William Kunstler, in the opinion of many, was a living insult to the practice of law. The authors describe his closing in the Chicago Seven case as a "four-part clinic in how to excel in persuasive argument." Others might see it and Kunstler's behavior in a circus presentation of how to flout the law. All of Kunstler's clients were convicted: so much for the persuasiveness of his argument. The convictions were overturned owing to the trial judge's behavior. Again, this was in Cook County, Illinois where for many years both the state and federal judiciaries were of abysmal quality, products for the most part of the Democratic political machine. (Many of the "murderers" convicted under the current Chicago Mayor, Richard M. Daley, had their convictions overturned because DNA testing became available. At least one Cook County judge accepted bribes to free a murderer. Great place.)
The authors note that it is probably "terribly presumptuous" of them to choose the ten greatest arguments - and they are correct. They admit to choosing only "noteworthy" trials . . . and it is there that they blinded themselves to a far wider range of great closing arguments.
All the arguments are interesting and all the lawyers who made them were clearly eloquent, so more so than others. But to call these ten the greatest in modern law? I think not.
Jerry
If your idealism is waning, this book will help you find it!.......2005-02-16
After years of arguing caseslaw, motions, picking juries, interviewing witnesses, going through all the day to day protocol that trial work demands, one may forget at times how important is the job of a lawyer. But this book reminds the practioner that he/she is a part of a wonderful system of justice. Not many cases will go down as "The Greatest" but to your clients, it is often the defining moment of their lives. And this book helps you reconnect to the reasons why you sought a lifetime devoted to the noblest of professions.
Reading about the great lawyers of in our history is humbling and worthwhile.
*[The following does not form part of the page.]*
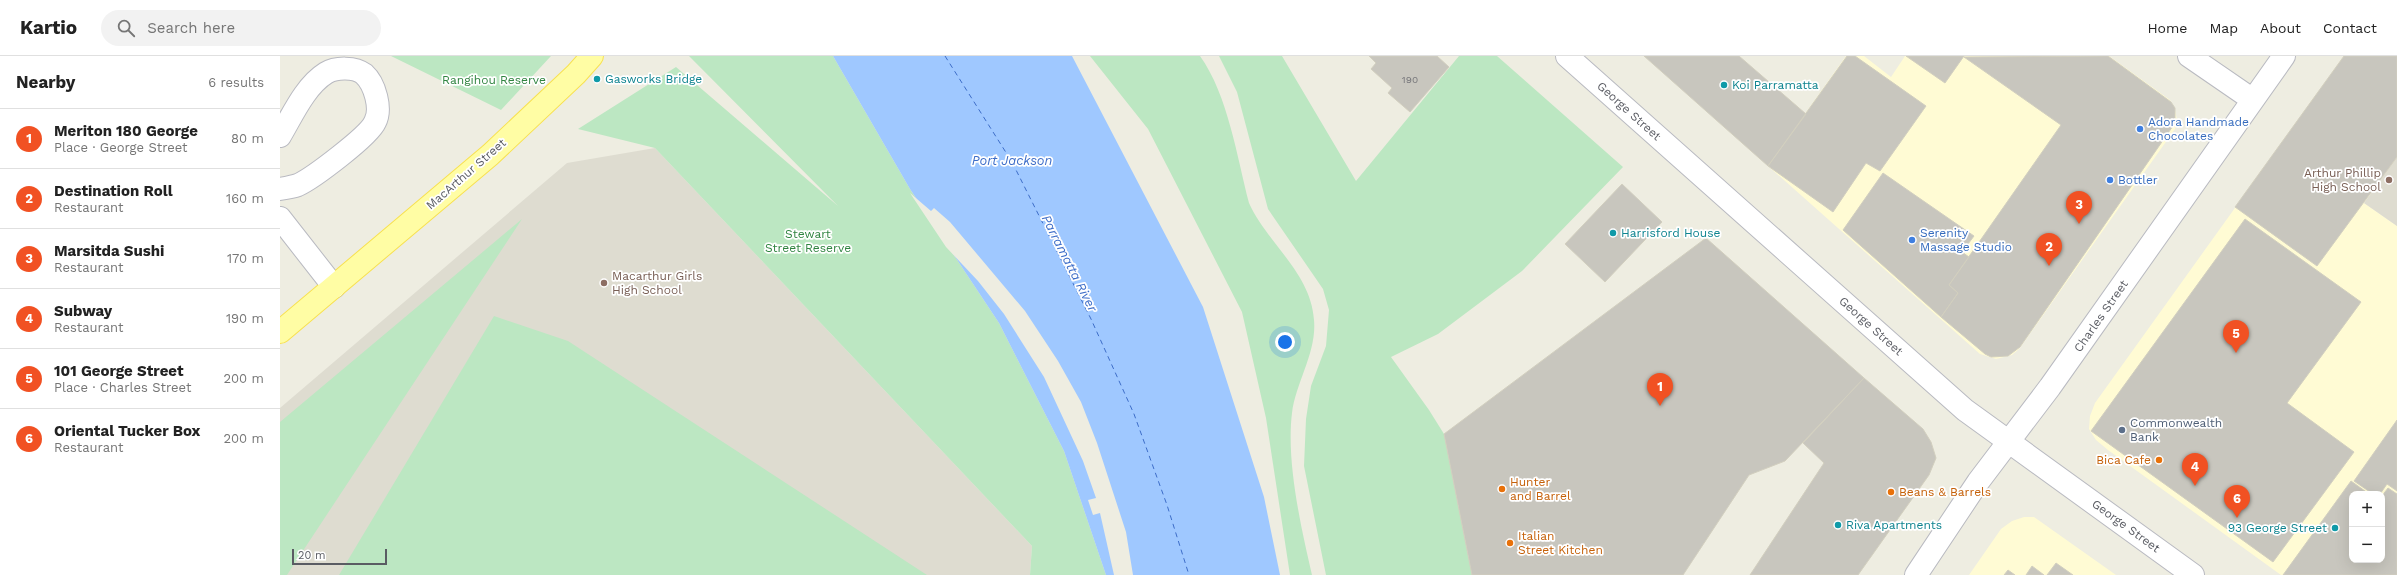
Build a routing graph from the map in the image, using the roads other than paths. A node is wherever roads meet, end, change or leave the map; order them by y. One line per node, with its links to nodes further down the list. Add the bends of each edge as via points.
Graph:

Reflection is helpful as you try to regain a little lost idealism. And if you are a new lawyer and have all of you ideals from law school still in tact, reading this book will help you realize how important it is to never lose them. Great book for lawyers and non-lawyers alike.
A worthwhile read for a trial attorney.......2004-08-20
If only for Spence's closing in the Silkwood case, this book is worth every penny. A real thing of subtle and effective beauty, that closing contains so many incredible and useful techniques, it's just plain stunning. The subtle allignment of Spence to the jurors in groups in which Spence and the jurors can work together are wonderful and powerful -- Spence places himself and the jurors by turns in a self built retirement community, and in the class of local state citizens all the while emphasizing that the cause of the need for retirement and the genesis of Spence's new found home state membership is the defense's prolongation of trial -- wonderful. The rhyming "if the lion gets away, Kerr McGee must pay" is hard-to-forget and masterfully so. The analysis that proceeds each transcript is useful and informative. Buy it if you can.
Legal History.......2001-02-19
Describing or reading a speech is like describing color. I guess you can do it, but nothing is the same as being there and listening and experience a great speech. There is a poetry to the delivery which is missing from a dry read. Yet, if you want to read some of the great closes from the past, this is a good place to start.
This books picks 10 closing arguements which the authors state are the greatest of history. Whenever you have such a book, of course, people will differ on which closes should be included. By necessity, for mass appeal, oftentimes "famous" speeches, which may not be so great will be included while less famous speeches, which were much better, will not be the cut. I thought the ones chosen, overall, were very good.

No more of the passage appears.